Produce again, without any change, the lines running from the one with "Which roads connect" through the final line of the data below, and only those.

*** Opening of EXERCISE INPUTS ***

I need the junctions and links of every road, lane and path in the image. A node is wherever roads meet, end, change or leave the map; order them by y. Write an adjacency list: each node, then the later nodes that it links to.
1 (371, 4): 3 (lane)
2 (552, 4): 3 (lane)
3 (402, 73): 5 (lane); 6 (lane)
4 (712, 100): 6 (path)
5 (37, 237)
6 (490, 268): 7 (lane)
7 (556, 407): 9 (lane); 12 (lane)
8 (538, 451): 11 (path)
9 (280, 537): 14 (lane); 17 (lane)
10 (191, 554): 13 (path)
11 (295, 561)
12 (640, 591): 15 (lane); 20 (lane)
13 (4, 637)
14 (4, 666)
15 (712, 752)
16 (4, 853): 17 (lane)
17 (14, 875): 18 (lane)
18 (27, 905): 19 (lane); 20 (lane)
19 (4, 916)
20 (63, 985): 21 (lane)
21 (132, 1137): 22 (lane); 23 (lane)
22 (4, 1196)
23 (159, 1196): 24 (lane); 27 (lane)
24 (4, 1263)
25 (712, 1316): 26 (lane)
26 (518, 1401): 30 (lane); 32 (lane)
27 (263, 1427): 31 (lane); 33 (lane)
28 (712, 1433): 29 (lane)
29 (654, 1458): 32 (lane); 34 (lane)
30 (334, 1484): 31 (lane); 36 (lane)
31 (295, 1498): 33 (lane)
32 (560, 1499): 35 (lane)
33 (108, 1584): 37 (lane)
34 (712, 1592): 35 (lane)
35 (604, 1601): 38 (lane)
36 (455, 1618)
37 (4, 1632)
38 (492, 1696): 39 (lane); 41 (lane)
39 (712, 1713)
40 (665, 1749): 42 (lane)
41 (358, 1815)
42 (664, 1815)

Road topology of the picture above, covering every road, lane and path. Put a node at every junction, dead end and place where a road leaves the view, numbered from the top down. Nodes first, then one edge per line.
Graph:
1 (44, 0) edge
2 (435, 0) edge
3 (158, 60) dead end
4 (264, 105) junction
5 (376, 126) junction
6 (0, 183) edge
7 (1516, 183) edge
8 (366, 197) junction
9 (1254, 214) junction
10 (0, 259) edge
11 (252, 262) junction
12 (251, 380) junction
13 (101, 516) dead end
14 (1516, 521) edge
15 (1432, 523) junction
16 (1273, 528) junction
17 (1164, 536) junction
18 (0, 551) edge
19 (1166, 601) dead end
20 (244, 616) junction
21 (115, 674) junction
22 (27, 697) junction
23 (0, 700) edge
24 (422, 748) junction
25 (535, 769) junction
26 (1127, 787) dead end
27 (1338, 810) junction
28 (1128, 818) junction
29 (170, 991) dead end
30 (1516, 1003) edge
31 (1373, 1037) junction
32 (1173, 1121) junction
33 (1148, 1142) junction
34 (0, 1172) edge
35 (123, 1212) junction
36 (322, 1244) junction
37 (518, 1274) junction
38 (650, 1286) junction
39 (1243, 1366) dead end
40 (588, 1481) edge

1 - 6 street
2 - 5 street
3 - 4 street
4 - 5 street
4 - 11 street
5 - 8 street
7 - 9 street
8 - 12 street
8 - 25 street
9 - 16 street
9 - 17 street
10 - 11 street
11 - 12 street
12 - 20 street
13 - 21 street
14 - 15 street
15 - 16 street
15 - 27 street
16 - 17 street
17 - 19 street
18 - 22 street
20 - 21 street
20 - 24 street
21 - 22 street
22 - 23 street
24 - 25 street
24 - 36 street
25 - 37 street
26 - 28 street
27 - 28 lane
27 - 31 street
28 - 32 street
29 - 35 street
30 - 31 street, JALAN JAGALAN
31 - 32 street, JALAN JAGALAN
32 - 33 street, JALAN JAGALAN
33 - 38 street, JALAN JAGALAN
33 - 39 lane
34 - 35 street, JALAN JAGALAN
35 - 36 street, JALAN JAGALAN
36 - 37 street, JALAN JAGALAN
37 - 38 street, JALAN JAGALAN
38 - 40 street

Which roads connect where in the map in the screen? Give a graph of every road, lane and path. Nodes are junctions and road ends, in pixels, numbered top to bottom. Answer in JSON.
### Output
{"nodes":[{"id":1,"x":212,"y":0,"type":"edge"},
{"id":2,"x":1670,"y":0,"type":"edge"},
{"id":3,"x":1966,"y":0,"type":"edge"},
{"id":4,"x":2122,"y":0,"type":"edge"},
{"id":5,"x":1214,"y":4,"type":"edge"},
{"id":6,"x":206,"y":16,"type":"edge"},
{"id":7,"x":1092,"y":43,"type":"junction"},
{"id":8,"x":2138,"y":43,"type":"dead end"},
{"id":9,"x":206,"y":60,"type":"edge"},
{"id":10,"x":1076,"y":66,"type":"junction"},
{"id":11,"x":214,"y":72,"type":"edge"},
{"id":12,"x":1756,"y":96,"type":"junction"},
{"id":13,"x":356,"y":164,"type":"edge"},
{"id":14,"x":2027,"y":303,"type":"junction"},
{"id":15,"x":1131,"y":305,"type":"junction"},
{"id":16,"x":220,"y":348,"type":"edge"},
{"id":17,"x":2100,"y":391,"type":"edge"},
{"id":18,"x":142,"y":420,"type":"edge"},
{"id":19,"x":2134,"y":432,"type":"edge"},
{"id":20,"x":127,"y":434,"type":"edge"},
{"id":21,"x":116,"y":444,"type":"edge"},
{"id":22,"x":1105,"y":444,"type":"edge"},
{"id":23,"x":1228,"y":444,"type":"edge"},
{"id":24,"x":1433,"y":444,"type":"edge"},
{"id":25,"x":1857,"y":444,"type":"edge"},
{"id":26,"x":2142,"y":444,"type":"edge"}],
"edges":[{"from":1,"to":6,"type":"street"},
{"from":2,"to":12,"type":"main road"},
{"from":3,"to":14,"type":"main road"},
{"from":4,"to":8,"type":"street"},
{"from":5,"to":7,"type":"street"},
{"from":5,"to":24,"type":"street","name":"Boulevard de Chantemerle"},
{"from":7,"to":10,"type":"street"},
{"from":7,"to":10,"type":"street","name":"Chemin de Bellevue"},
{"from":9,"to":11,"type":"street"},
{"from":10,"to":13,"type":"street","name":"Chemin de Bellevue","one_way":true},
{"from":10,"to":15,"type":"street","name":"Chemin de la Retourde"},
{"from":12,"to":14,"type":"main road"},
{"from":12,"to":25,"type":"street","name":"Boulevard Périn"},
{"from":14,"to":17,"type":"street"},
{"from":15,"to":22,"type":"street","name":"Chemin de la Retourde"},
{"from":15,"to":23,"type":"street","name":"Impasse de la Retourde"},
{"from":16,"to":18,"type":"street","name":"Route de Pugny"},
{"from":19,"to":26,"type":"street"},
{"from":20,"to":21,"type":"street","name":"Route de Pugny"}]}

*** Close of EXERCISE INPUTS ***

▶ WRITTEN RESPONSE:
Which roads connect where in the map in the screen? Give a graph of every road, lane and path. Nodes are junctions and road ends, in pixels, numbered top to bottom. Answer in JSON.
### Output
{"nodes":[{"id":1,"x":212,"y":0,"type":"edge"},
{"id":2,"x":1670,"y":0,"type":"edge"},
{"id":3,"x":1966,"y":0,"type":"edge"},
{"id":4,"x":2122,"y":0,"type":"edge"},
{"id":5,"x":1214,"y":4,"type":"edge"},
{"id":6,"x":206,"y":16,"type":"edge"},
{"id":7,"x":1092,"y":43,"type":"junction"},
{"id":8,"x":2138,"y":43,"type":"dead end"},
{"id":9,"x":206,"y":60,"type":"edge"},
{"id":10,"x":1076,"y":66,"type":"junction"},
{"id":11,"x":214,"y":72,"type":"edge"},
{"id":12,"x":1756,"y":96,"type":"junction"},
{"id":13,"x":356,"y":164,"type":"edge"},
{"id":14,"x":2027,"y":303,"type":"junction"},
{"id":15,"x":1131,"y":305,"type":"junction"},
{"id":16,"x":220,"y":348,"type":"edge"},
{"id":17,"x":2100,"y":391,"type":"edge"},
{"id":18,"x":142,"y":420,"type":"edge"},
{"id":19,"x":2134,"y":432,"type":"edge"},
{"id":20,"x":127,"y":434,"type":"edge"},
{"id":21,"x":116,"y":444,"type":"edge"},
{"id":22,"x":1105,"y":444,"type":"edge"},
{"id":23,"x":1228,"y":444,"type":"edge"},
{"id":24,"x":1433,"y":444,"type":"edge"},
{"id":25,"x":1857,"y":444,"type":"edge"},
{"id":26,"x":2142,"y":444,"type":"edge"}],
"edges":[{"from":1,"to":6,"type":"street"},
{"from":2,"to":12,"type":"main road"},
{"from":3,"to":14,"type":"main road"},
{"from":4,"to":8,"type":"street"},
{"from":5,"to":7,"type":"street"},
{"from":5,"to":24,"type":"street","name":"Boulevard de Chantemerle"},
{"from":7,"to":10,"type":"street"},
{"from":7,"to":10,"type":"street","name":"Chemin de Bellevue"},
{"from":9,"to":11,"type":"street"},
{"from":10,"to":13,"type":"street","name":"Chemin de Bellevue","one_way":true},
{"from":10,"to":15,"type":"street","name":"Chemin de la Retourde"},
{"from":12,"to":14,"type":"main road"},
{"from":12,"to":25,"type":"street","name":"Boulevard Périn"},
{"from":14,"to":17,"type":"street"},
{"from":15,"to":22,"type":"street","name":"Chemin de la Retourde"},
{"from":15,"to":23,"type":"street","name":"Impasse de la Retourde"},
{"from":16,"to":18,"type":"street","name":"Route de Pugny"},
{"from":19,"to":26,"type":"street"},
{"from":20,"to":21,"type":"street","name":"Route de Pugny"}]}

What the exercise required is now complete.